■ Requirement:
How many lines within the records include the word "BLEUMERSTRAAT"? Only that number should be given.

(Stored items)
== Segment start ==

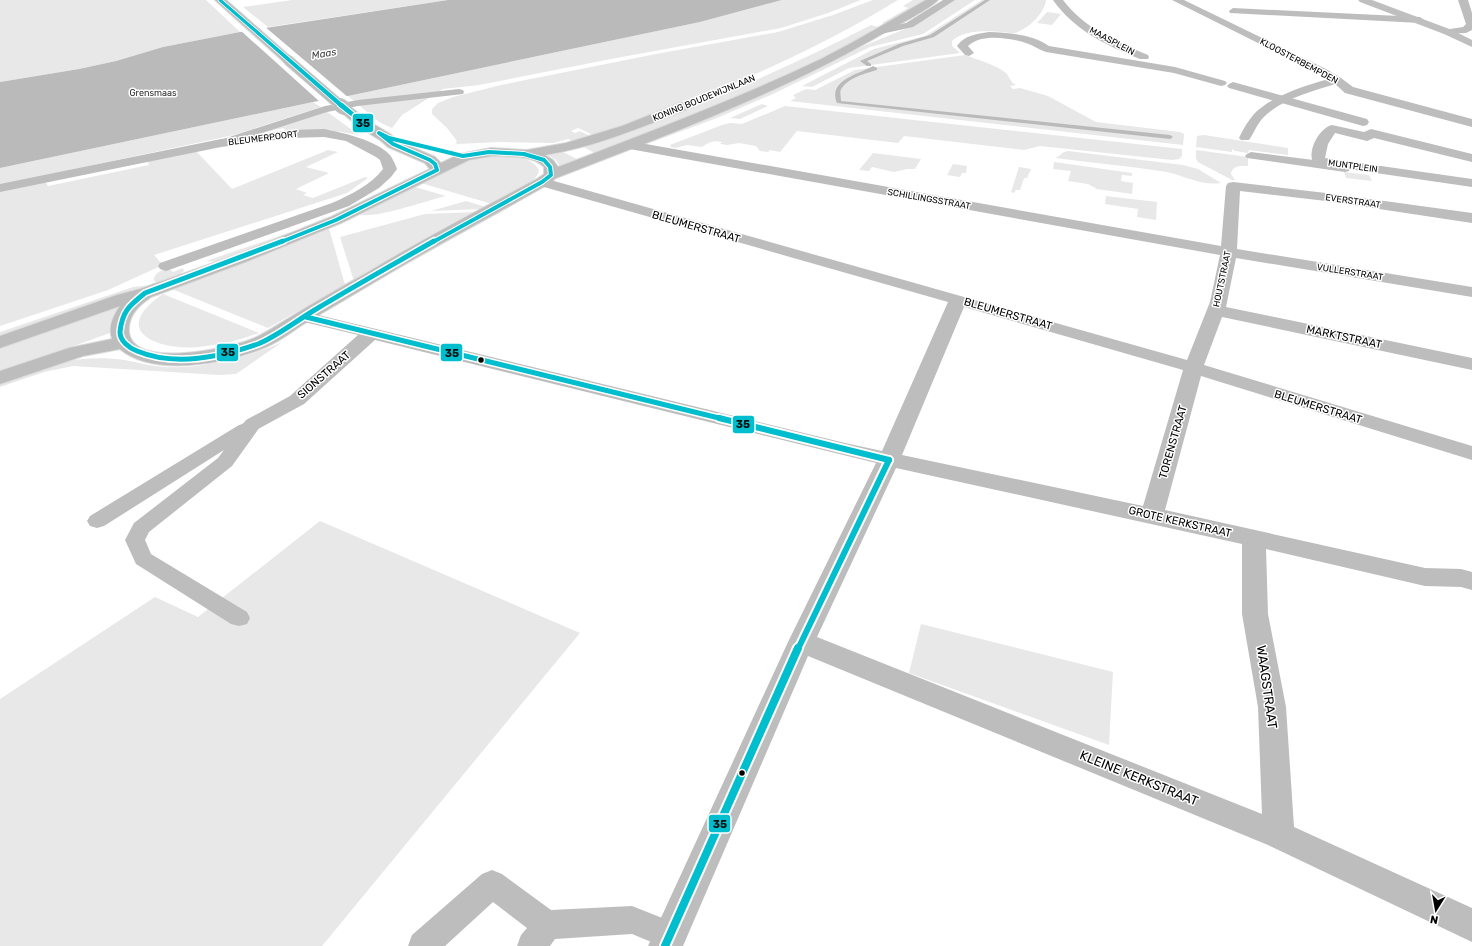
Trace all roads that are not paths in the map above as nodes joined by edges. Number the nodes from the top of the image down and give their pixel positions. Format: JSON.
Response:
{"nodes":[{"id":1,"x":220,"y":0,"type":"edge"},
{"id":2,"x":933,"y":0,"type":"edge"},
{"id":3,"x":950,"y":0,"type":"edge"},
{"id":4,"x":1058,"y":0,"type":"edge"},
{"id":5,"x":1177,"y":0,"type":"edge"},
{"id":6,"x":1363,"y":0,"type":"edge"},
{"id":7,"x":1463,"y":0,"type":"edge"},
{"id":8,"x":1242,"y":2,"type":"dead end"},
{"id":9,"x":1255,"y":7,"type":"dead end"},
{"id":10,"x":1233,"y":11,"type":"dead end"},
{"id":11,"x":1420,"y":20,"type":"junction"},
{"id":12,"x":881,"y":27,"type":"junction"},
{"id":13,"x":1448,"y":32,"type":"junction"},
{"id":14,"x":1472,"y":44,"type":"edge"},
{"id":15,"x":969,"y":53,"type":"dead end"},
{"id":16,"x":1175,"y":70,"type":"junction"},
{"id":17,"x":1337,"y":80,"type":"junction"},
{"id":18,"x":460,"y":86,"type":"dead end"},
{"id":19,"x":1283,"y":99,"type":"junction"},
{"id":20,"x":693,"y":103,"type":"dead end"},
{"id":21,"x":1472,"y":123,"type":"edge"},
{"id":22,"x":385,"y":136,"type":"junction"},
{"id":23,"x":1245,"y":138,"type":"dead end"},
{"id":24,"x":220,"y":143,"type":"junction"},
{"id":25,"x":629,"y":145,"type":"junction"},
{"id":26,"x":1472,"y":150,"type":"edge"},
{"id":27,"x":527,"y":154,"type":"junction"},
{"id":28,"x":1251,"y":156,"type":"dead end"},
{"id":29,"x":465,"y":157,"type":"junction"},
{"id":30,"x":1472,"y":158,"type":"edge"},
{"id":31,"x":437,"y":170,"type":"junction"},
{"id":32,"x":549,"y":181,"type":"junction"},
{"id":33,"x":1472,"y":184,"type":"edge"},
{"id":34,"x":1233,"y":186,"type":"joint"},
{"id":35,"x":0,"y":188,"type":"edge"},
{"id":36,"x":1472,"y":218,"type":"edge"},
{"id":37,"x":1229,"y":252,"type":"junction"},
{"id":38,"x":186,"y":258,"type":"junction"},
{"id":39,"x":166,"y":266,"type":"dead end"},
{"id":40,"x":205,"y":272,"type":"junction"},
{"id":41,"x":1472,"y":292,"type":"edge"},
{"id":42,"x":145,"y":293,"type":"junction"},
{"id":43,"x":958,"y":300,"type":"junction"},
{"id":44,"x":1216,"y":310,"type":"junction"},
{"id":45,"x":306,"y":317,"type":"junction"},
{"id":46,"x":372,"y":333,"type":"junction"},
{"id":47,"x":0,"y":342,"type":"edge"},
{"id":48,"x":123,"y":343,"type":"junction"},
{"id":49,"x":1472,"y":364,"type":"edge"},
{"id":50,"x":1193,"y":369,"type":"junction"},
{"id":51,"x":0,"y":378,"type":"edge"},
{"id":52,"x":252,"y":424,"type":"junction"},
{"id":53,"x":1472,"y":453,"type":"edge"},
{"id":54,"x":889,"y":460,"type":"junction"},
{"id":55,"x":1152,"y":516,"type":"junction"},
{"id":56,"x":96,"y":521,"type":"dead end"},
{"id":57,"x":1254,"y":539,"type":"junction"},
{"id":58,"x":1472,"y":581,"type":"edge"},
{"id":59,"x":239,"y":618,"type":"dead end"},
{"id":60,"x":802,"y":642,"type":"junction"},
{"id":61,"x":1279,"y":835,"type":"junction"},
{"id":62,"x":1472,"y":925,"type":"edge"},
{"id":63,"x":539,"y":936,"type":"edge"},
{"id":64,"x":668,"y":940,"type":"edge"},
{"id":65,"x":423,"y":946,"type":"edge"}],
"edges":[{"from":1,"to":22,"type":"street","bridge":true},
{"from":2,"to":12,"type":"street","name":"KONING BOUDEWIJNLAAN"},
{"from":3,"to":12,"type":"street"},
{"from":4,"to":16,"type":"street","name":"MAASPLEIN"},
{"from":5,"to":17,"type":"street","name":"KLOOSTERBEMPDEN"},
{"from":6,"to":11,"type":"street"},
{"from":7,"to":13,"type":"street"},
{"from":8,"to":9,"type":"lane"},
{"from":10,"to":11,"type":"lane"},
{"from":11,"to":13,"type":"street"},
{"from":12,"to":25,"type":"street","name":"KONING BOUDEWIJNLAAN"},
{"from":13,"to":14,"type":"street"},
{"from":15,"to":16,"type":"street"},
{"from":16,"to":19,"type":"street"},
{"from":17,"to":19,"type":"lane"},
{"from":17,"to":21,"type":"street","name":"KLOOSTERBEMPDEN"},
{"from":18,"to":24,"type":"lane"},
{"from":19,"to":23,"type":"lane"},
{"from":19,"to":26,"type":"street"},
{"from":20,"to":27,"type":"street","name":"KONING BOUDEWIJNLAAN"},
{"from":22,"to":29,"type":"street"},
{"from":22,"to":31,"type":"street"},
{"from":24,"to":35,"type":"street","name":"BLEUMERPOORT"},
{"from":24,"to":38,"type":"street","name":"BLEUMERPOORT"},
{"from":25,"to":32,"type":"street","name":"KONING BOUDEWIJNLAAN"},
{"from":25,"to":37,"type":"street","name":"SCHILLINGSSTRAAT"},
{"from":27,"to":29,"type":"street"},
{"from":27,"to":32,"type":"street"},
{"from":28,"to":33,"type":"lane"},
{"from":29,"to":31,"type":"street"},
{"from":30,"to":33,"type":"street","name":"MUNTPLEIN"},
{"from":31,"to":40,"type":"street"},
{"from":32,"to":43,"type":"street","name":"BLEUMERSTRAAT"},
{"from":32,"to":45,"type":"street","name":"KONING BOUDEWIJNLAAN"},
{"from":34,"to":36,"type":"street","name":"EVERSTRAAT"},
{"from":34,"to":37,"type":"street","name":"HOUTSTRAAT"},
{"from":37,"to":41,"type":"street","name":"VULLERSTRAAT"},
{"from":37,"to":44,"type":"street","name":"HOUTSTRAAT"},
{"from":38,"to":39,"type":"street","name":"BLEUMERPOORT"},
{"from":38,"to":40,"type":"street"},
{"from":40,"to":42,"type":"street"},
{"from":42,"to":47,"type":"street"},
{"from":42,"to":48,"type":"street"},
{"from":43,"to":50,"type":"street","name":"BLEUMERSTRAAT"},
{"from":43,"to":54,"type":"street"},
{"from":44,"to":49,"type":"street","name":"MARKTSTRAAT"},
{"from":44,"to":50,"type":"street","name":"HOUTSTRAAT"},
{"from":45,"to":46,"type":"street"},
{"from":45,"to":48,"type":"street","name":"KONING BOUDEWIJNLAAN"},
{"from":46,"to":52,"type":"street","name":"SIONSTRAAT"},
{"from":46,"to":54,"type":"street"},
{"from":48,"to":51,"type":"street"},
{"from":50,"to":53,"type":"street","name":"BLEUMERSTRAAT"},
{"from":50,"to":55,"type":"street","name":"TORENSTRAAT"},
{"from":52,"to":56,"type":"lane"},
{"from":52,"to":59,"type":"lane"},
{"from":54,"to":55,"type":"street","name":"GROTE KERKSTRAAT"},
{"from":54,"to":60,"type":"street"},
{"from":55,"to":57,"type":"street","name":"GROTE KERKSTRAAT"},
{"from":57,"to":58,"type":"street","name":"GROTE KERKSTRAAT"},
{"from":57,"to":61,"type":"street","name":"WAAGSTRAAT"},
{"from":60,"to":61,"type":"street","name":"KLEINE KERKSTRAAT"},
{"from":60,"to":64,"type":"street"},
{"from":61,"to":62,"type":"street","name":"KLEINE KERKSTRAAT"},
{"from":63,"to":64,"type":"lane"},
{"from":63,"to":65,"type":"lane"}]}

== Segment end ==

■ Response to the exercise:
3